Une autre objection consisterait à penser que Sartre préférait la fiction. Quand il ne faisait pas de philosophie, c’était dans la fiction qu’il s’enfonçait pour expérimenter des destins, des dilemmes, des passions.

Or, dès la Libération, il a effectué deux voyages aux Etats-Unis, et il a écrit des impressions, des descriptions et des réflexions qui furent publiés dans des quotidiens (Le Figaro), des revues (Combat, Les Temps modernes) et même des publications américaines (Town and Country). Il fit de même avec l’Italie dans les années 1950, en doublant ses récits de voyage d’une réflexion sur « le touriste », c’est-à-dire sur les modalités existentielles des déplacements. Dans « Venise de ma fenêtre », comme dans un projet de roman au titre suggestif, La Reine Albemarle ou le dernier touriste, tous deux écrits en Italie en 1952, Sartre use d’un procédé narratif qui n’apparaît nulle part ailleurs dans son œuvre : il dédouble le narrateur en « je » et « le touriste » alors même que ces deux « personnages » sont spatialement inséparables. Sartre opère donc une scission au niveau de la conscience pour distinguer un « voyageur-personnage » et un « voyageur-écrivain » qui habitent dans le même individu mais qui n’appartiennent pas aux mêmes catégories d’être au monde. Ses voyages et sa pensée semblent donc entrer dans une résonnance mutuelle qu’il serait enrichissant de décrire.

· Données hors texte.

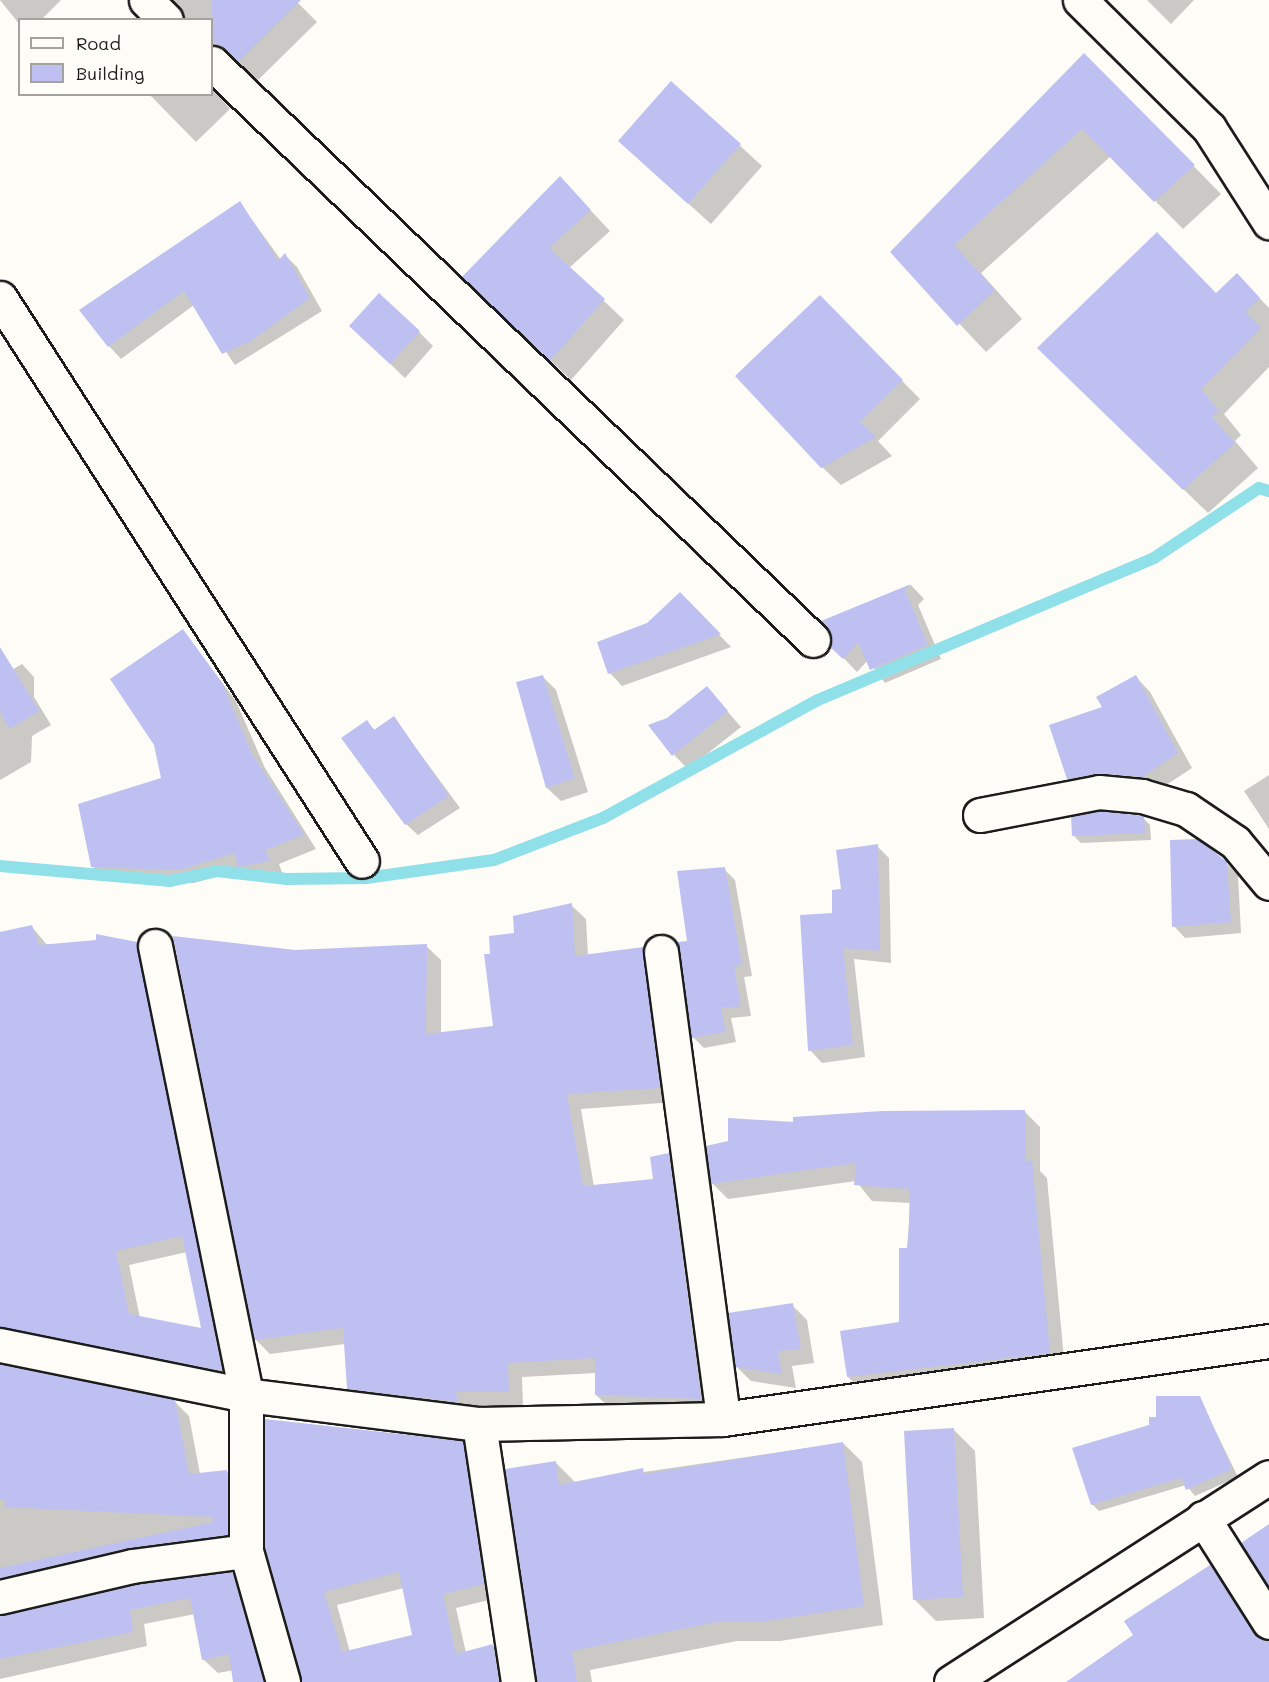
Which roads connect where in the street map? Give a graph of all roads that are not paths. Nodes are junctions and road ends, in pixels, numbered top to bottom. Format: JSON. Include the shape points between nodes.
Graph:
{"nodes":[{"id":1,"x":146,"y":0,"type":"edge"},
{"id":2,"x":1080,"y":0,"type":"edge"},
{"id":3,"x":164,"y":18,"type":"edge"},
{"id":4,"x":213,"y":64,"type":"edge"},
{"id":5,"x":1269,"y":222,"type":"edge"},
{"id":6,"x":0,"y":297,"type":"edge"},
{"id":7,"x":813,"y":640,"type":"dead end"},
{"id":8,"x":980,"y":815,"type":"dead end"},
{"id":9,"x":362,"y":861,"type":"dead end"},
{"id":10,"x":1269,"y":883,"type":"edge"},
{"id":11,"x":155,"y":946,"type":"dead end"},
{"id":12,"x":661,"y":952,"type":"dead end"},
{"id":13,"x":1269,"y":1341,"type":"edge"},
{"id":14,"x":0,"y":1345,"type":"edge"},
{"id":15,"x":246,"y":1395,"type":"junction"},
{"id":16,"x":723,"y":1419,"type":"junction"},
{"id":17,"x":479,"y":1424,"type":"junction"},
{"id":18,"x":1269,"y":1477,"type":"edge"},
{"id":19,"x":1203,"y":1518,"type":"junction"},
{"id":20,"x":246,"y":1551,"type":"junction"},
{"id":21,"x":0,"y":1597,"type":"edge"},
{"id":22,"x":1269,"y":1622,"type":"edge"},
{"id":23,"x":283,"y":1682,"type":"edge"},
{"id":24,"x":518,"y":1682,"type":"edge"},
{"id":25,"x":952,"y":1682,"type":"edge"}],
"edges":[{"from":1,"to":3,"type":"street"},
{"from":2,"to":5,"type":"street","via":[[1209,128]]},
{"from":4,"to":7,"type":"street"},
{"from":6,"to":9,"type":"street"},
{"from":8,"to":10,"type":"street","via":[[1099,792],[1142,796],[1186,809],[1235,842]]},
{"from":11,"to":15,"type":"street"},
{"from":12,"to":16,"type":"street"},
{"from":13,"to":16,"type":"street"},
{"from":14,"to":15,"type":"street"},
{"from":15,"to":17,"type":"street"},
{"from":15,"to":20,"type":"street"},
{"from":16,"to":17,"type":"street"},
{"from":17,"to":24,"type":"street"},
{"from":18,"to":19,"type":"street"},
{"from":19,"to":22,"type":"street"},
{"from":19,"to":25,"type":"street"},
{"from":20,"to":21,"type":"street","via":[[132,1566]]},
{"from":20,"to":23,"type":"street"}]}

Le concept d’« intentionnalité », que Sartre emprunte à Husserl et introduit en France, est certainement un point de doctrine qui fait de lui un penseur du voyage. Dans un court essai de 1939 préparatoire à L’Etre et le Néant, « Une idée fondamentale de la phénoménologie de Husserl », il rappelle que la conscience étant « conscience de quelque chose », elle ne peut être elle-même qu’en se projetant sur « quelque chose ». 

Je cite cette phrase très célèbre par les bacheliers et les professeurs de philosophie : la conscience « est claire comme un grand vent, il n’y a plus rien en elle, sauf un mouvement pour se fuir, un glissement hors de soi ; si, par impossible, vous entriez « dans » une conscience, vous seriez immédiatement saisi par un tourbillon et rejeté au dehors, près de l’arbre, en pleine poussière, car la conscience n’a pas de dedans. » Sartre délire, c’est ce qui est chouette avec lui, et avec beaucoup de philosophes. Imaginer une seconde la scène qu’il décrit nous emmène en pleine science fiction.

Si la conscience est pure intention, projection dans le monde, alors son mode d’être est fondamentalement nomade, en ceci que, dépourvue de domicile fixe, c’est toujours dans une sortie hors d’elle-même qu’elle se réalise. La mobilité, sinon le voyage, est donc consubstantielle à l’existence.

On pourrait croire que cette théorie de la conscience est encore trop abstraite pour être appliquée à un objet aussi corporel que le voyage, mais la simple lecture des Situations fait apparaître des liens indiscutables entre la théorie de la conscience et les récits de voyage : « Les premiers jours, j’étais perdu. Je n’avais pas l’œil fait aux gratte-ciel et ils m’apparaissaient … comme ces parties mortes du paysages urbain, rochers, collines ». Le premier contact avec les villes américaines provoque une déstabilisation de la conscience car elle n’a pas de prise sur la réalité extérieure. Les choses lui apparaissent mais il ne peut pas les voir, indiquant par là une problématique de la perception.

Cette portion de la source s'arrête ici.